Sur les traces du livre El Paraiso en el Nuevo Mundo, écrit en 1650 par Antonio de León Pinelo, Sergio Vega poursuit sa quête d’un Eden en perpétuelle mutation. Une réflexion ludique et débridée sur le mythe du paradis perdu, de l’histoire coloniale et de leur contexte socio-économique” – no Palais de Tokyo.

Fantasias por fantasias, antes crocodilianas.

Cumprimentos.
Antónimo

Viva,Paulo!

pois é, mas os dragões são muito mais importantes e havia-os nos Paraísos do Oriente…
No outro dia, com aquele feito papagaio voador é que foi gaffe mas emendei com o Bruce Lee
ehehe
beijocas Paulo, aquele Calma Penada continua lindo
“;O)

Querida Zazie:
Obrigado por elucidares o Mundo acerca do bicharoco. Julgo perceber enfim o êxito dele nas carteiras de Senhora. Inconscientemente, surgia a associação: “se os excrementos me fazem jovem, o que não fará a pele?”.
Mas um passo me angustiou – creio que o nosso Amigo do Dragoscópio não gostará da confusão que relatas. Já o estou a ver a redigir um “post” fulminando a Idade Média.
Beijinho.

ora este merdinhas só dá prendas boas em forma de links!
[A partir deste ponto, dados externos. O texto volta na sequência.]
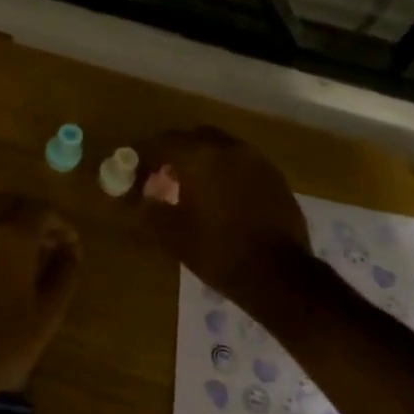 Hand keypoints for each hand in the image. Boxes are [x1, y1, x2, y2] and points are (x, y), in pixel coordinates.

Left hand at [0, 195, 80, 394]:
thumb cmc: (4, 342)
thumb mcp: (47, 313)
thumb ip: (64, 274)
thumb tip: (71, 250)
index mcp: (12, 236)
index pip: (41, 210)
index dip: (60, 223)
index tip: (69, 245)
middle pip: (9, 201)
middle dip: (31, 215)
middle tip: (46, 242)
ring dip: (5, 219)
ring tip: (19, 249)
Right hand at [133, 126, 309, 298]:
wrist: (279, 275)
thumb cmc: (218, 252)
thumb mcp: (172, 235)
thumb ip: (150, 209)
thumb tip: (143, 197)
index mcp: (200, 157)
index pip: (162, 143)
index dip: (144, 156)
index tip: (134, 172)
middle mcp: (229, 149)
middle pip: (193, 138)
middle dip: (175, 152)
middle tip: (163, 176)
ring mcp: (256, 160)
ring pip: (220, 148)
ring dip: (203, 160)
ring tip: (193, 187)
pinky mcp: (275, 177)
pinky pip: (242, 163)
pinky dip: (226, 171)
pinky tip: (222, 197) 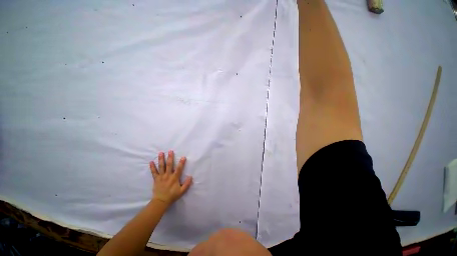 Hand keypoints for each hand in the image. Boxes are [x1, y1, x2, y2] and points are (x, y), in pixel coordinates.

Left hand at [150, 150, 191, 205]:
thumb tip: (190, 176)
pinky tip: (151, 162)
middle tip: (170, 151)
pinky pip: (153, 172)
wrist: (161, 201)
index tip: (183, 157)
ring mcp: (161, 177)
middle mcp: (168, 175)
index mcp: (174, 178)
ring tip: (161, 153)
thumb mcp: (182, 191)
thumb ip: (187, 184)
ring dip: (161, 159)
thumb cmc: (172, 196)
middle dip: (170, 157)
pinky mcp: (156, 179)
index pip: (179, 169)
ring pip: (161, 166)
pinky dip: (152, 167)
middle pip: (169, 165)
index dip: (181, 163) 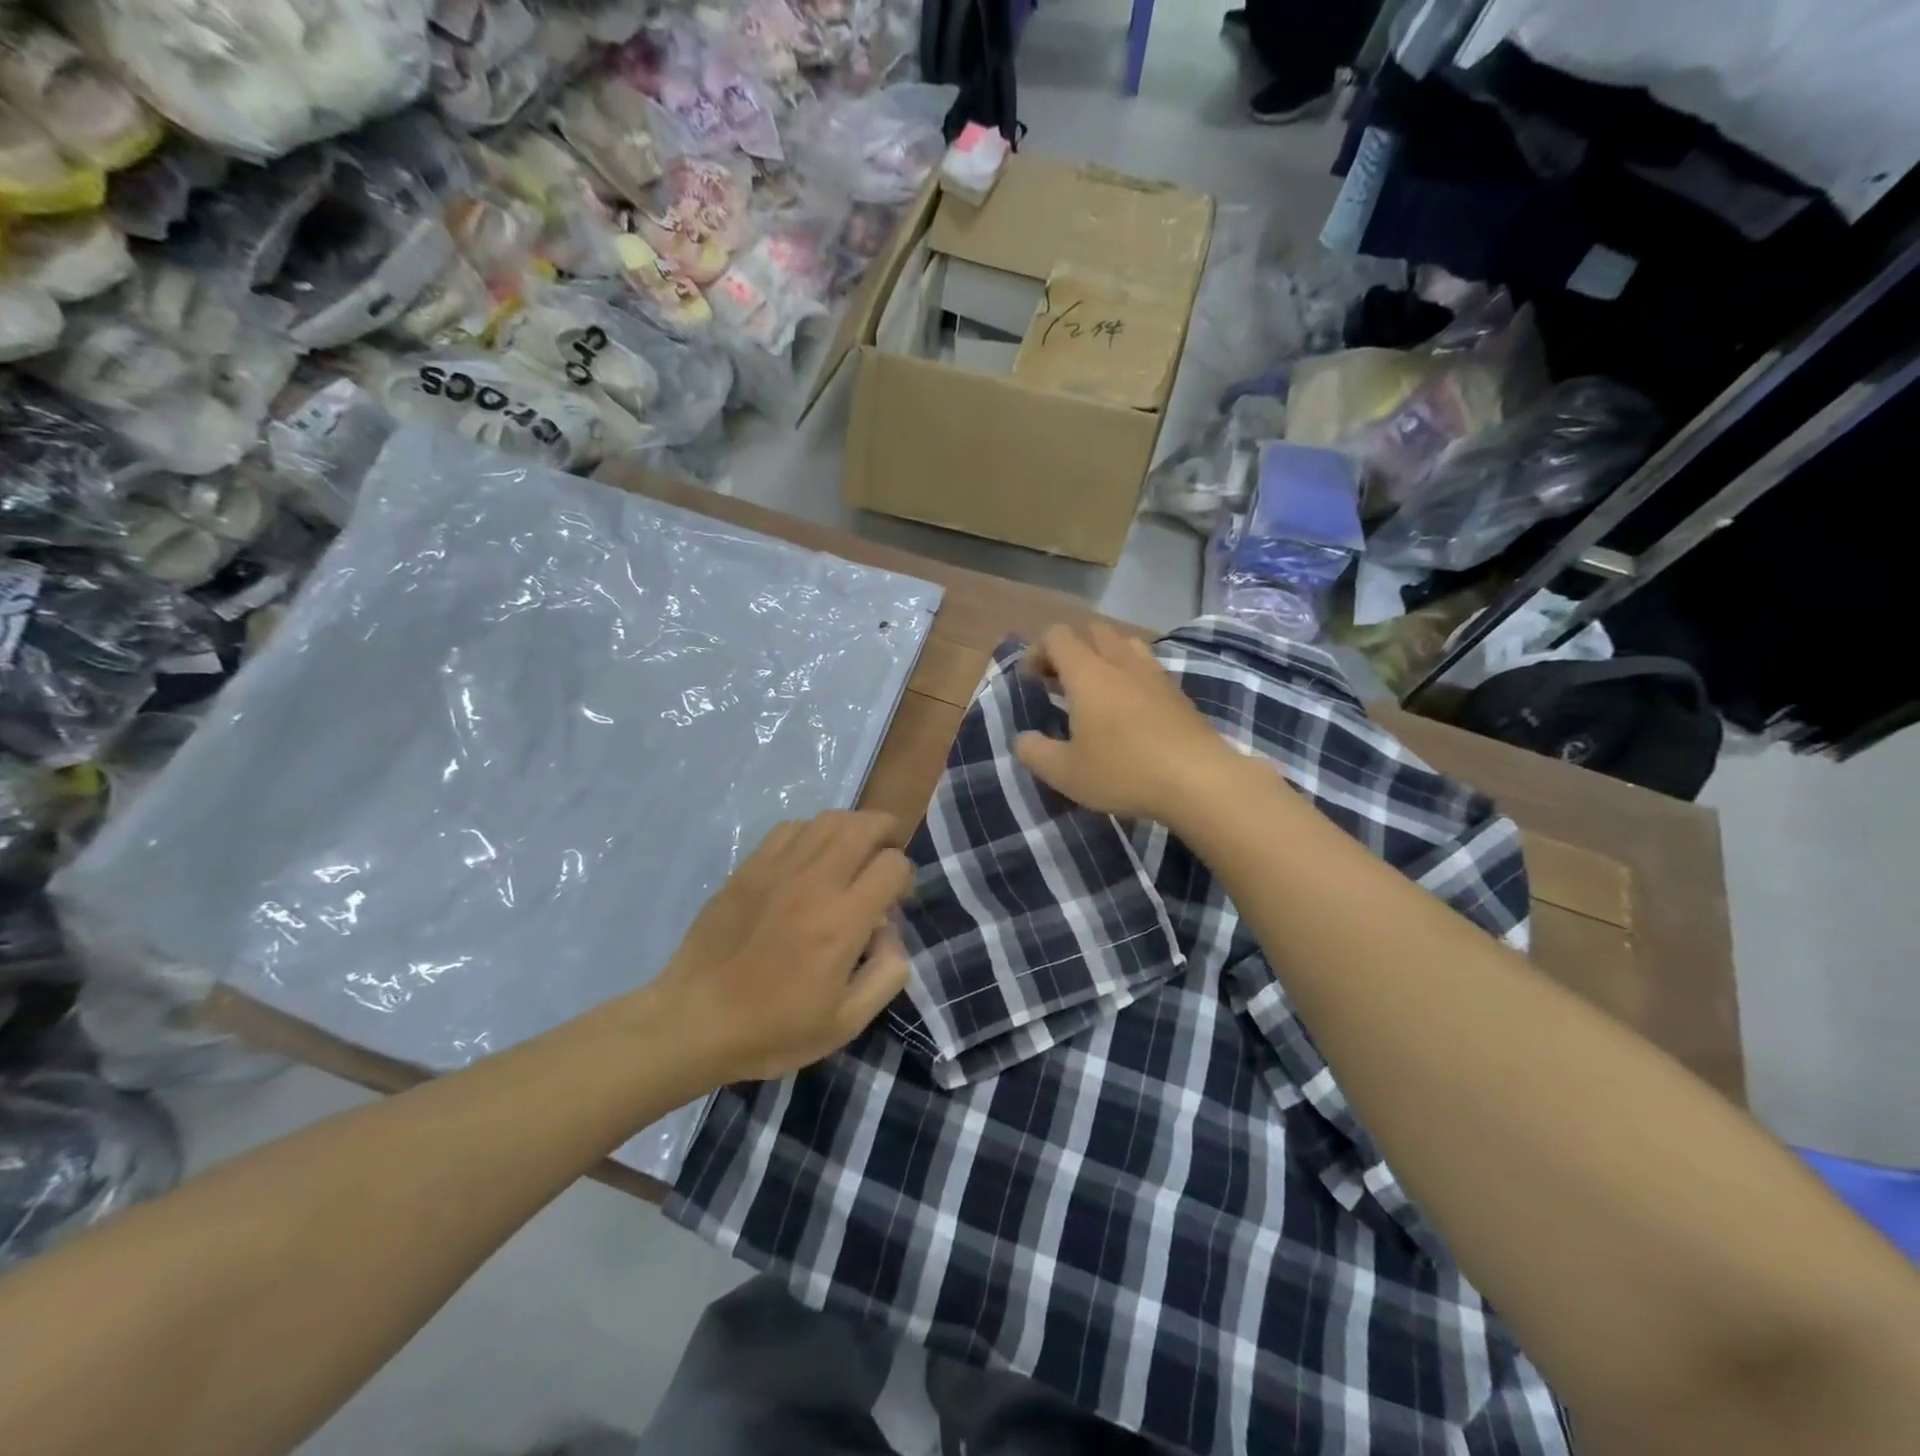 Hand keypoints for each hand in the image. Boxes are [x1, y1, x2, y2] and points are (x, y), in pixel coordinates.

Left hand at [652, 811, 912, 1082]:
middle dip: (887, 833)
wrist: (693, 1021)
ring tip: (851, 854)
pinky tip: (808, 861)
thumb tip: (890, 930)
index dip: (905, 877)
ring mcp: (777, 868)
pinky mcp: (748, 867)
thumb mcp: (846, 1023)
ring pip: (829, 819)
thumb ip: (887, 973)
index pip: (893, 865)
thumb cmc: (772, 1029)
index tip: (895, 901)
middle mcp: (814, 882)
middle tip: (885, 858)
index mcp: (842, 921)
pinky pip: (791, 828)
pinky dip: (812, 834)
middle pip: (865, 825)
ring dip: (852, 829)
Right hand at [1015, 622, 1242, 823]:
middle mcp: (1121, 663)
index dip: (1038, 651)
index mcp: (1088, 674)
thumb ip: (1035, 752)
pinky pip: (1148, 668)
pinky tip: (1130, 710)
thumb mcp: (1065, 773)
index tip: (1032, 681)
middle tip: (1061, 682)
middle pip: (1094, 630)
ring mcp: (1155, 675)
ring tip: (1097, 691)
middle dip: (1072, 649)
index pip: (1057, 636)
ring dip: (1105, 656)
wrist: (1198, 781)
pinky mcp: (1178, 693)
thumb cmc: (1123, 772)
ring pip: (1125, 644)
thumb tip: (1023, 739)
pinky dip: (1132, 676) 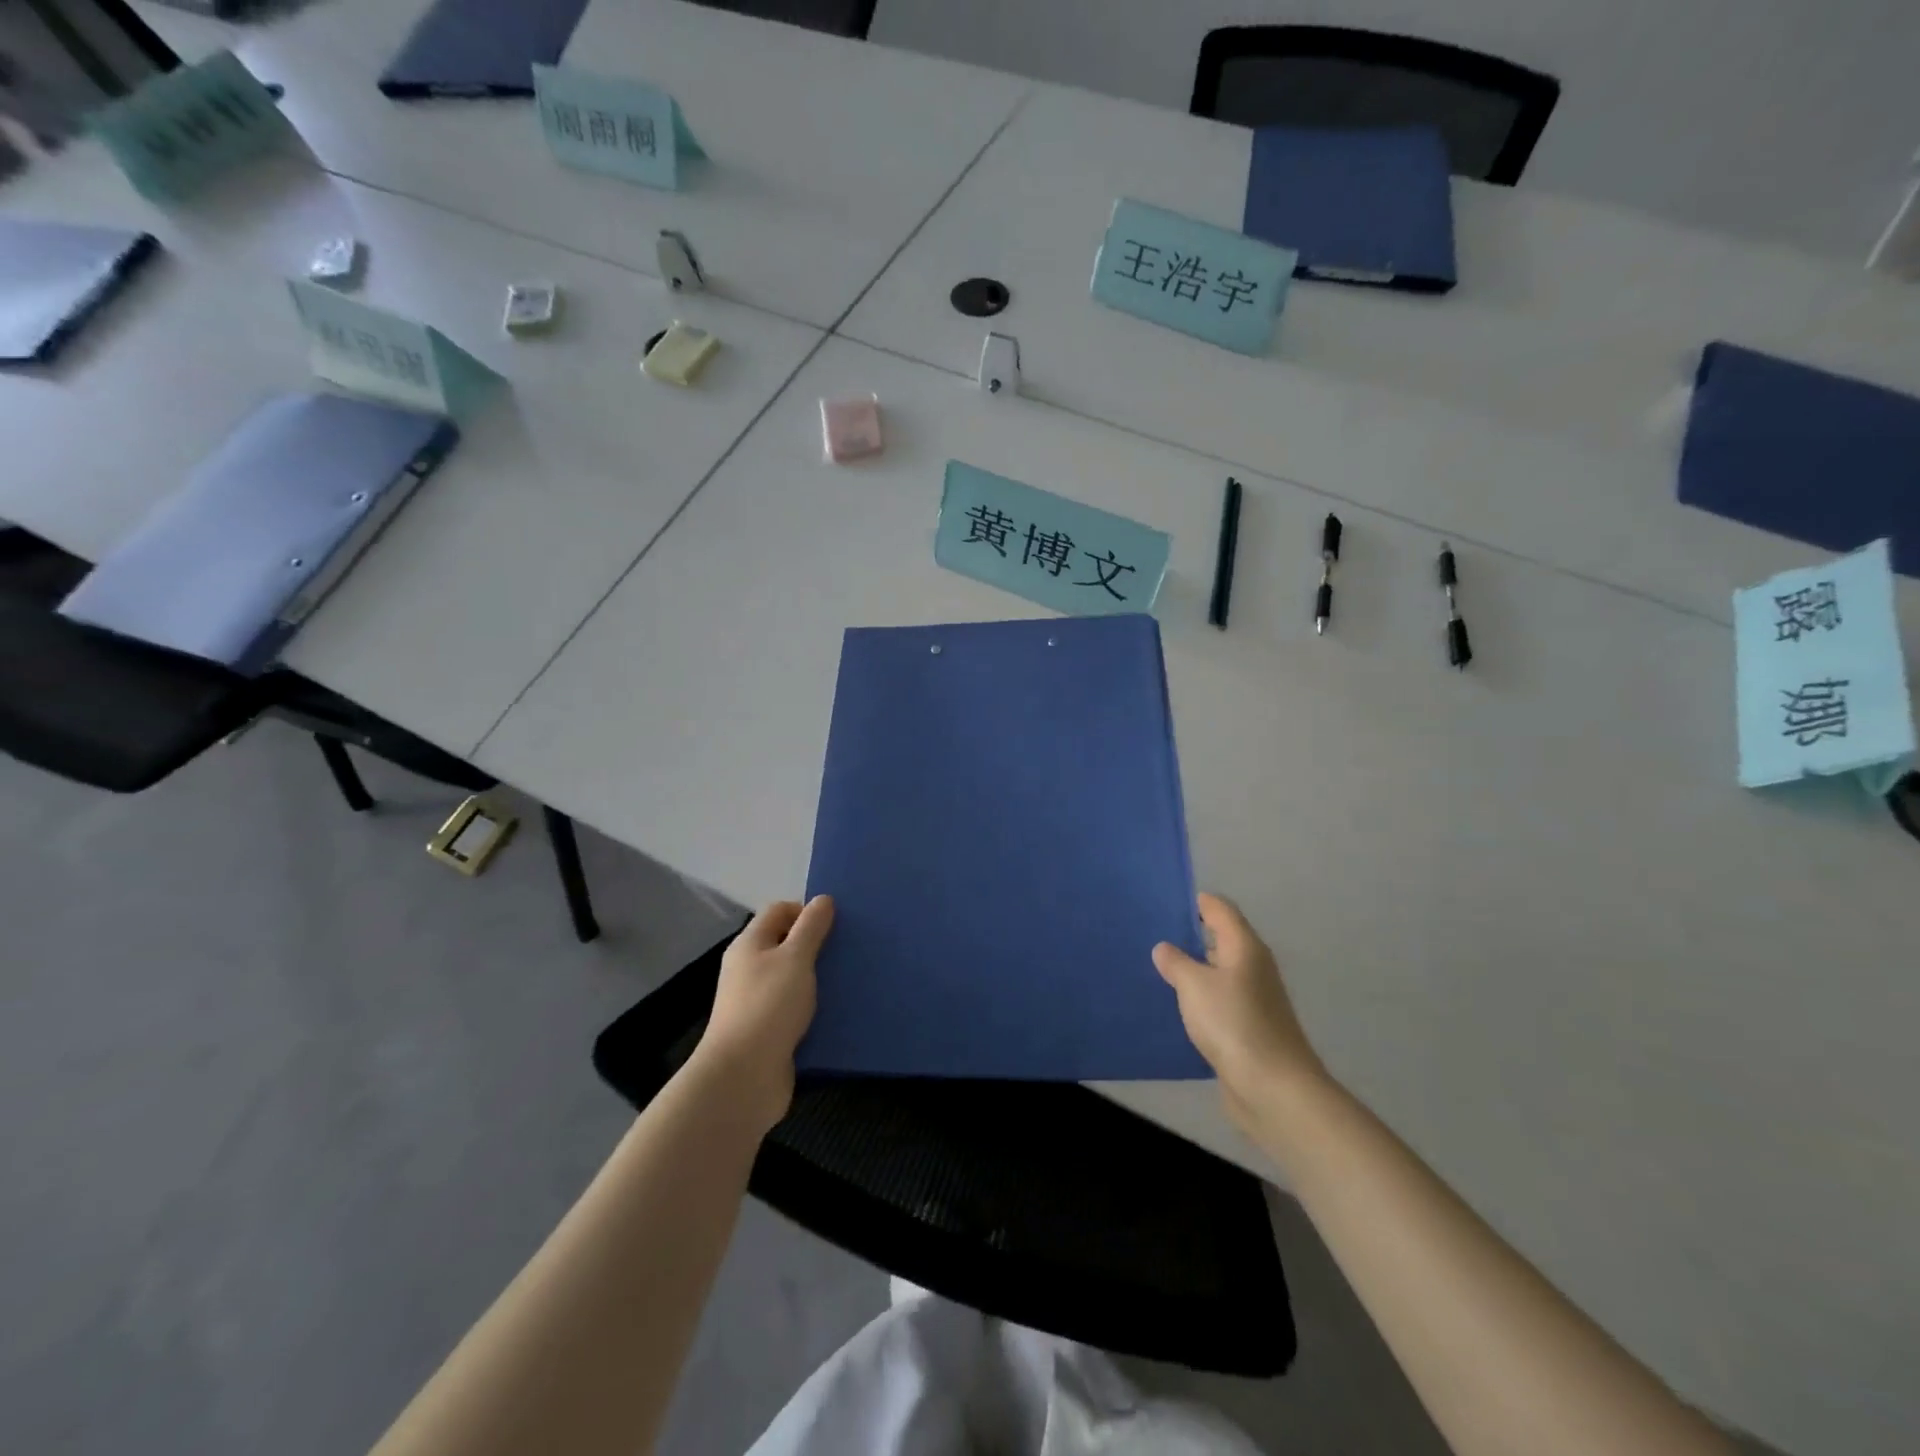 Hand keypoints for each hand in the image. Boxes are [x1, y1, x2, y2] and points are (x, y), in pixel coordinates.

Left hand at [695, 896, 834, 1132]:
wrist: (744, 1077)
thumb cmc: (768, 1006)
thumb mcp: (795, 958)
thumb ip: (811, 928)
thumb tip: (823, 899)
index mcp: (750, 945)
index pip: (779, 911)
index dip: (806, 911)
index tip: (837, 924)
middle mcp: (750, 970)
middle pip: (786, 945)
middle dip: (818, 945)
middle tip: (850, 950)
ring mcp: (758, 1003)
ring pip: (794, 980)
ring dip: (819, 979)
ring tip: (852, 980)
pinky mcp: (769, 1033)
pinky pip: (797, 1011)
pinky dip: (816, 1009)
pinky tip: (840, 1012)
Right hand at [1154, 893, 1327, 1138]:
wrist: (1274, 1089)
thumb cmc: (1234, 1024)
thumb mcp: (1195, 985)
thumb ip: (1176, 962)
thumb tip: (1165, 948)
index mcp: (1245, 947)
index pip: (1219, 909)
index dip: (1194, 901)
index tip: (1162, 901)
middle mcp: (1252, 967)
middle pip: (1219, 939)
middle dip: (1187, 936)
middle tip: (1149, 934)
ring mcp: (1252, 1000)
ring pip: (1216, 973)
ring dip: (1191, 970)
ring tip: (1154, 969)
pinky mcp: (1247, 1029)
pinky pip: (1217, 1003)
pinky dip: (1197, 1000)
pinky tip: (1173, 1007)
thanks, era isso mesmo. A partir de dada alturas as coisas misturam-se todas e tanto se figuram lagartos voadores como crocodilos. Por isso é que não é muito acertado pensar-se sempre em representações naturalistas. Na maior parte dos casos continuam míticas. Mesmo em plena época das descobertas.

Quanto à desumana agradeço. Em VHS arranja-se mas, estupidamente, na versão restaurada que se apanha no e-mule tiraram a tinta…
e eu já tive a outra e perdi-a. Até tenho umas passagens dela nos arquivos.
Comprimi os ficheiros para gravar em cd e estragaram-se. E fiquei sem o original

“C’est alors que le merveilleux du Moyen Age semble se mêler aux sources antiques et le crocodile prend des allures de dragon”

croco

p.s Uma desumana tintada não tenho mas, se vier a ter ou souber dela, aviso.

“:O) vivo e a espernear no sítio onde está é que era cá uma coisa…

Obrigada Zazie. Sou uma verdadeira desconhecedora da crocodilos. E não sabia nada disto. é bom aprender num acaso, numa sexta-feira como outra qualquer, que se os crocodilos eram pendurados em igrejas, investidos ou não de carga simbólica. é mesmo muito engraçado. quanto ao segredo, sinceramente está tudo a passar-me ao lado, as dicas e pistas, lamento, “no comprendo”. Mas também só cá vim ver o crocodilo, e já estava morto.